Holy Saturday is filled with anticipation of the religious celebration of Easter and the Resurrection. People begin to gather in the churches and squares in cities, towns and villages by 11 p.m. for the Easter services. Large white candles, lampáda, are carried by just about all of the faithful. At midnight the church bells toll as the priests announce Christós Anésti…Christ is Risen! Fireworks are set off, in some areas gunshots are fired and the each person in the crowd answers with the joyous responses of Alithós Anésti – Truly He is risen and Alithinós O Kírios – True is The Lord.”


So are the pots and jugs smashed for luck?
…or for Biblical reasons?
…or is this strange happening a pagan echo, to do with fertility?
…or could it be a hangover from the 400 years of Venetian rule….somehow shifted from New Year to Easter, smashing the old just because new crockery is about to arrive?
Which of these is least likely?
Or are they all simply rationalisations for a darker story altogether?

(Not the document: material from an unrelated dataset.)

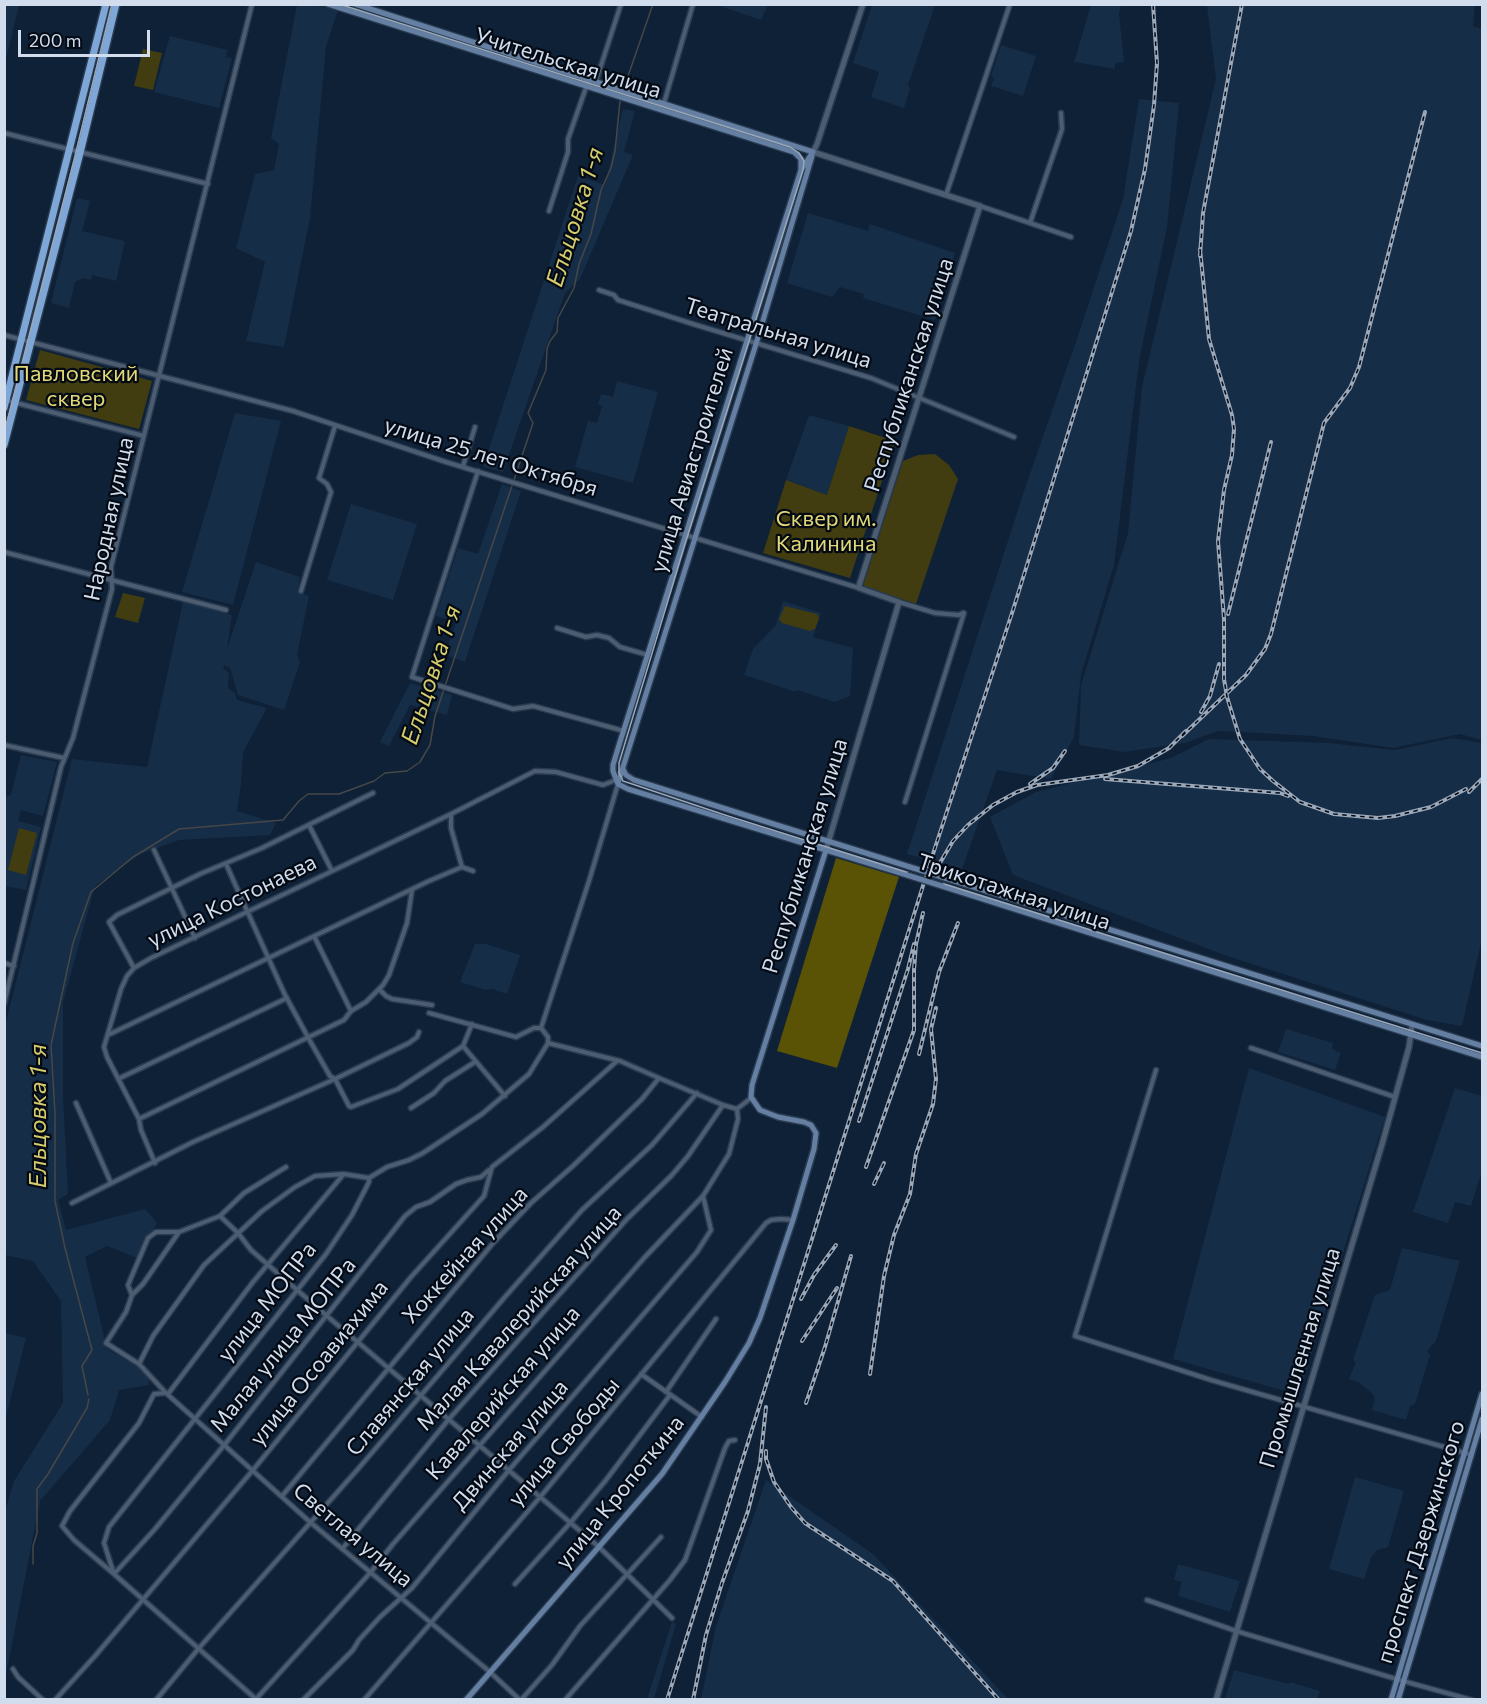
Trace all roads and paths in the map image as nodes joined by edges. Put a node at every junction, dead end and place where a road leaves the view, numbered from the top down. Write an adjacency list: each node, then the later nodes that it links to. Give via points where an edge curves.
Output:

The fact is that nowadays hardly anyone knows or cares why the whole event started….. it’s become a spectacle, a tourist attraction, and has very little potency left, except perhaps for scholars of the history of such customs, and for those who are aware that at one time it had antisemitic overtones.
Take for example the legend that Judas Iscariot derived from Corfu.
“In Corfu, for instance, the people at a given signal on Easter Eve throw vast quantities of crockery from their windows and roofs into the streets, and thus execute an imaginary stoning of Judas. At one time (according to Mustoxidi, Delle cose corciresi) the tradition prevailed that the traitor’s house and country villa existed in the island, and that his descendants were to be found among the local Jews.”

For a touching personal description of the tragic
history of the Jews of Corfu, read a recent (2005) article by Sam Boardman-Jacobs.
I suppose it’s possible to find hints of uncomfortable truths behind many modern day customs , and this is no exception.
Do tourists goggling at the Corfu pot smashing understand that 120 years ago – or so – the local Jewish population did not dare leave their houses on Easter Saturday for fear of their lives?
Or is their any widespread awareness that the Orthodox hierarchy, to encourage civil stability, issued a message to the Greek population in the 1890s, to cease shouting ‘anathema to the Jews’ when breaking their crockery in this way. To achieve compliance the Church used the not too subtle message that this practice had been encouraged by the hated Ottoman rulers, from whose clutches Greeks had only recently escaped ….. a message that the Church correctly calculated would make Greek do the opposite.
So – today – the 11am Easter Saturday ritual has no dark meaning – unless some choose to remember it for the sake of those who endured so much in the name of religion.